Wie schreibe ich ein Script, was in einem definierten Verzeichnis /etc/test/ nach einer Datei "result.txt" schaut und sobald diese Datei existiert, wird das Script "autoload.sh" ausgeführt. Nach der Ausführung von "autoload.sh" wird die erwartete Datei "result.txt" weggeschoben, sodass es hier keine Never-Ending-Schleife gibt.

Das Problem ist, wie mache ich ein Script, das zyklisch in dem Verzeichnis /etc/test nach "result.txt" schaut ?

Wäre für Hilfe sehr dankbar !


----------



## Till (22. Feb. 2008)

Wenn Dir ein Zyklus von 1 Minute oder ein Vielfaches davon reicht, dann würde Ich das Script einfach über Cron aufrufen lassen.
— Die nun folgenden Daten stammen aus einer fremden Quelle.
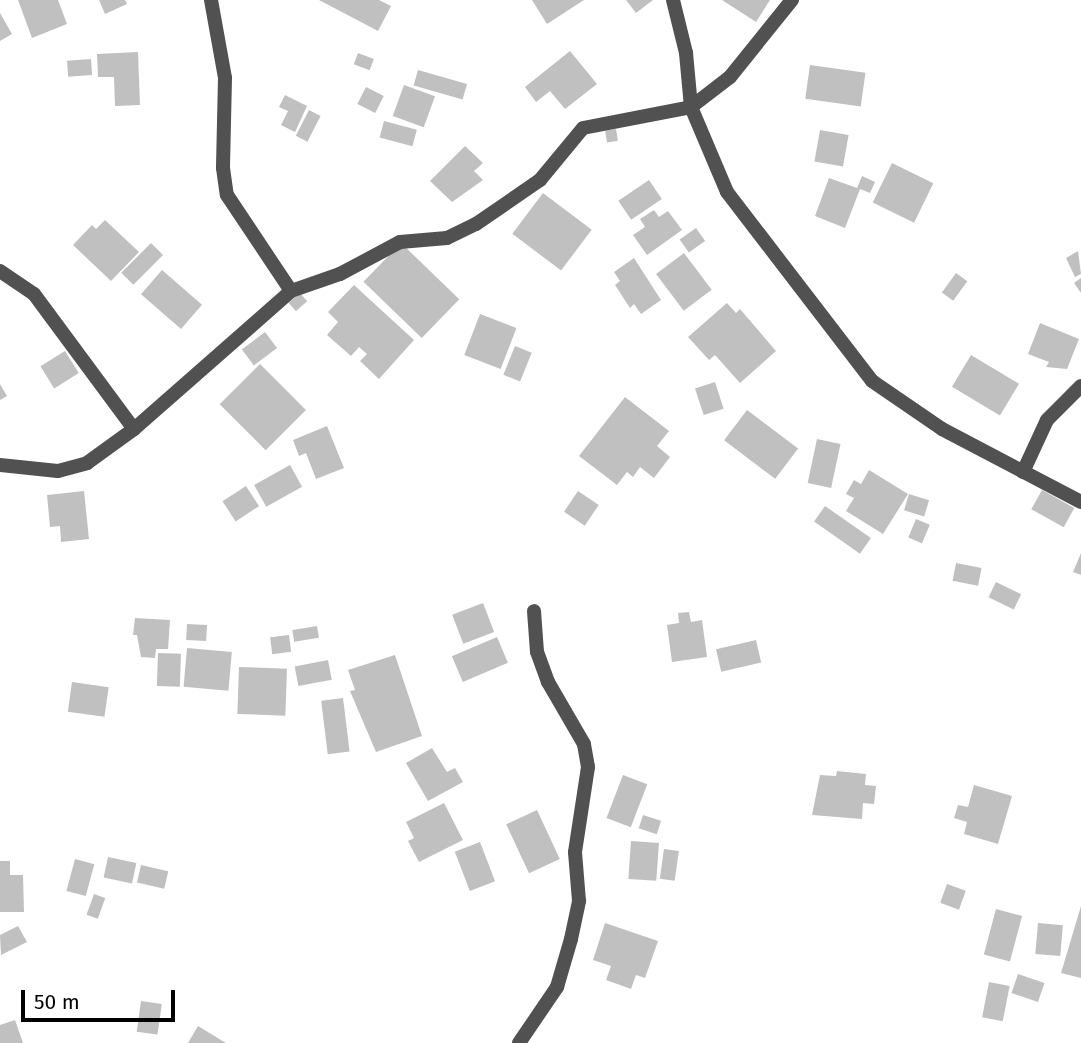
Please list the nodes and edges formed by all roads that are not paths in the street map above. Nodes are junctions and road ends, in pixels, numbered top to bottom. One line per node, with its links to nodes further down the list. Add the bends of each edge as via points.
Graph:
1 (211, 0): 6 (street, via 225,78 223,168 227,195)
2 (673, 0): 4 (street, via 686,53)
3 (792, 0): 4 (street, via 730,77)
4 (691, 107): 6 (street, via 583,128 540,180 477,224 447,238 400,243 340,274); 10 (street, via 727,192 872,381 942,429)
5 (0, 271): 8 (street, via 34,294)
6 (291, 291): 8 (street)
7 (1081, 386): 10 (street, via 1047,420)
8 (134, 429): 9 (street, via 87,463 58,471)
9 (0, 465)
10 (1023, 472): 11 (street)
11 (1081, 502)
12 (534, 611): 13 (street, via 537,652 548,682 584,744 588,767 575,852 579,901 571,939 558,987)
13 (519, 1043)

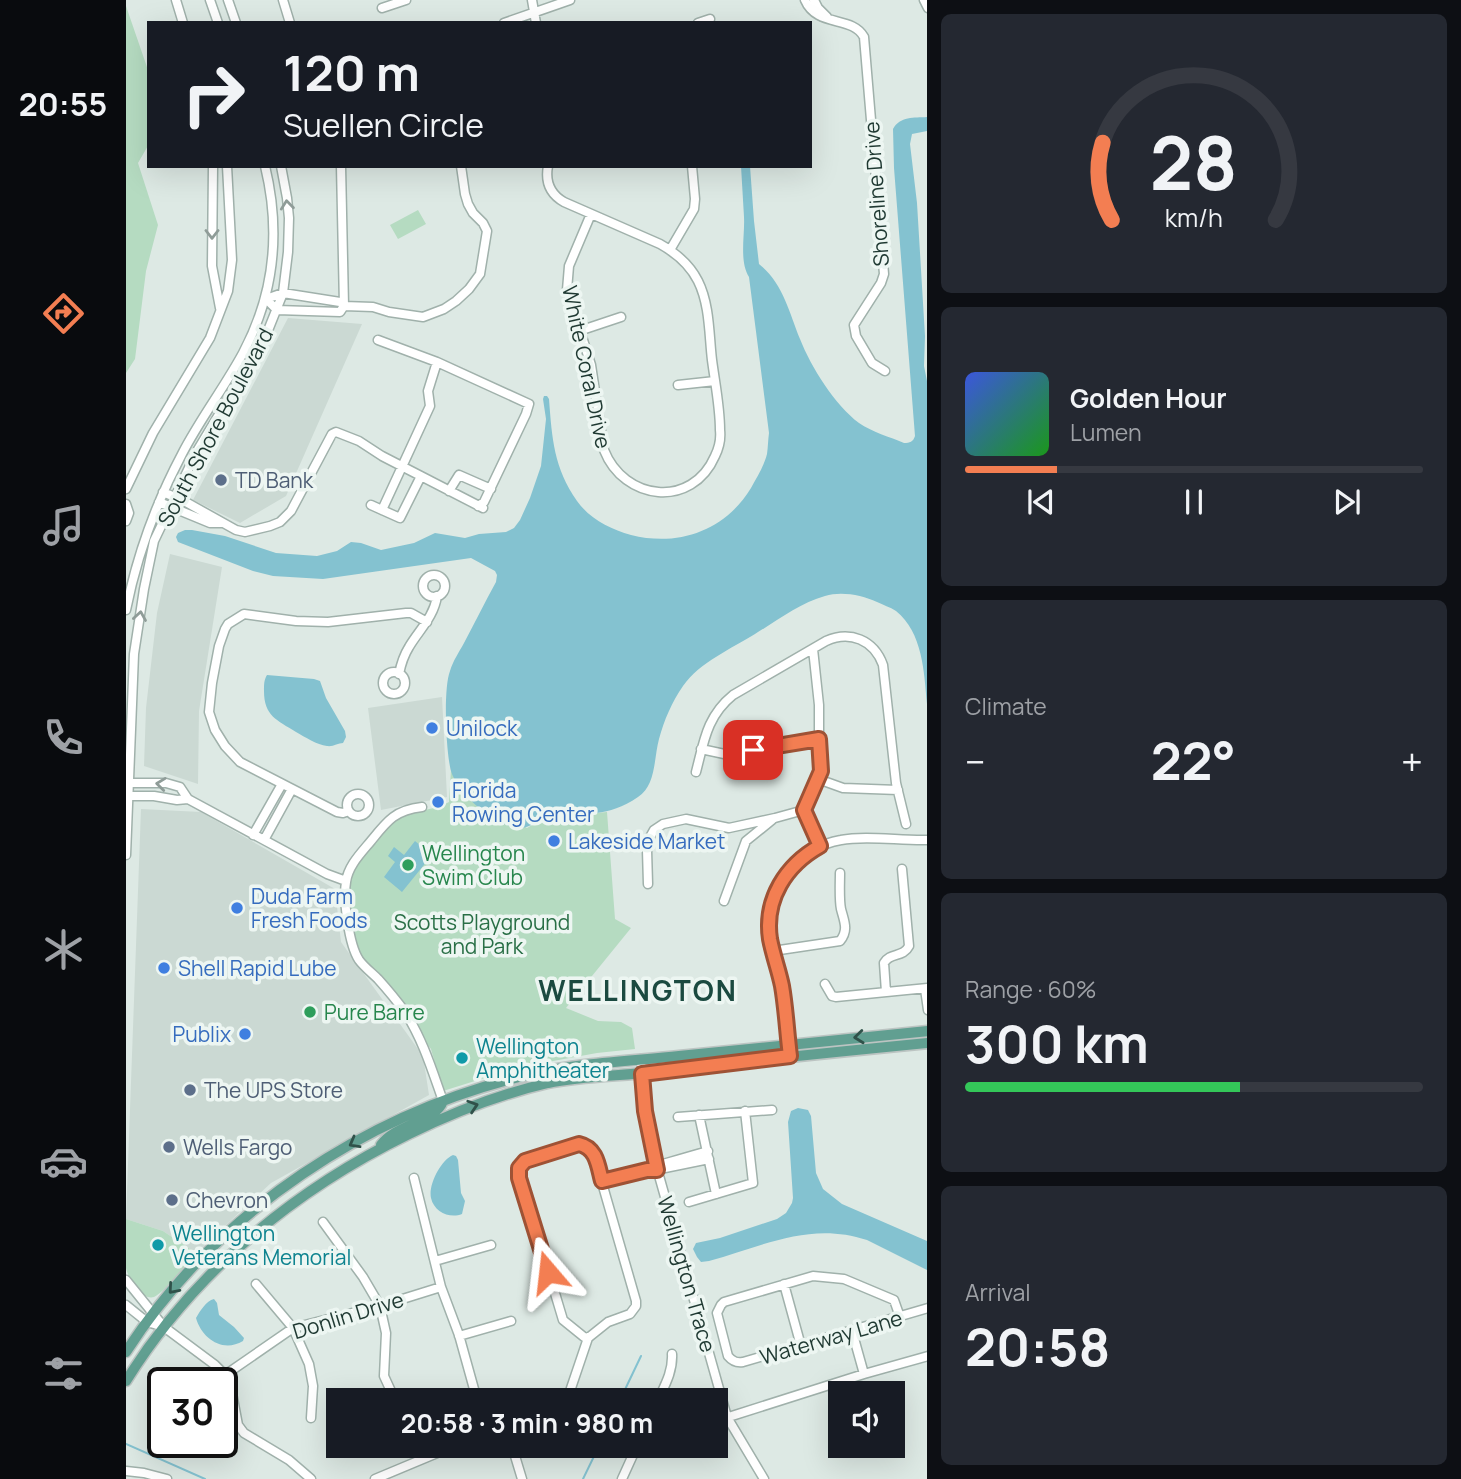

Wenn es ein kürzerer Teitraum sein soll, dann kannst Du ein Shell script mit einer Endlosschliefe nehmen, in die Du ein Sleep mit z.B. 20 Sekunden einbaust, um somit ein 20 Sek. Intervall zu erhalten.


----------



## DennisO (27. Mai 2008)

Am besten kannst du das ganze wie du schon sagtest mit Bash realisieren in Kombination mit "cron". Wie du die Verwendung von cron nimmst, ist eigentl. relativ in dem Fall.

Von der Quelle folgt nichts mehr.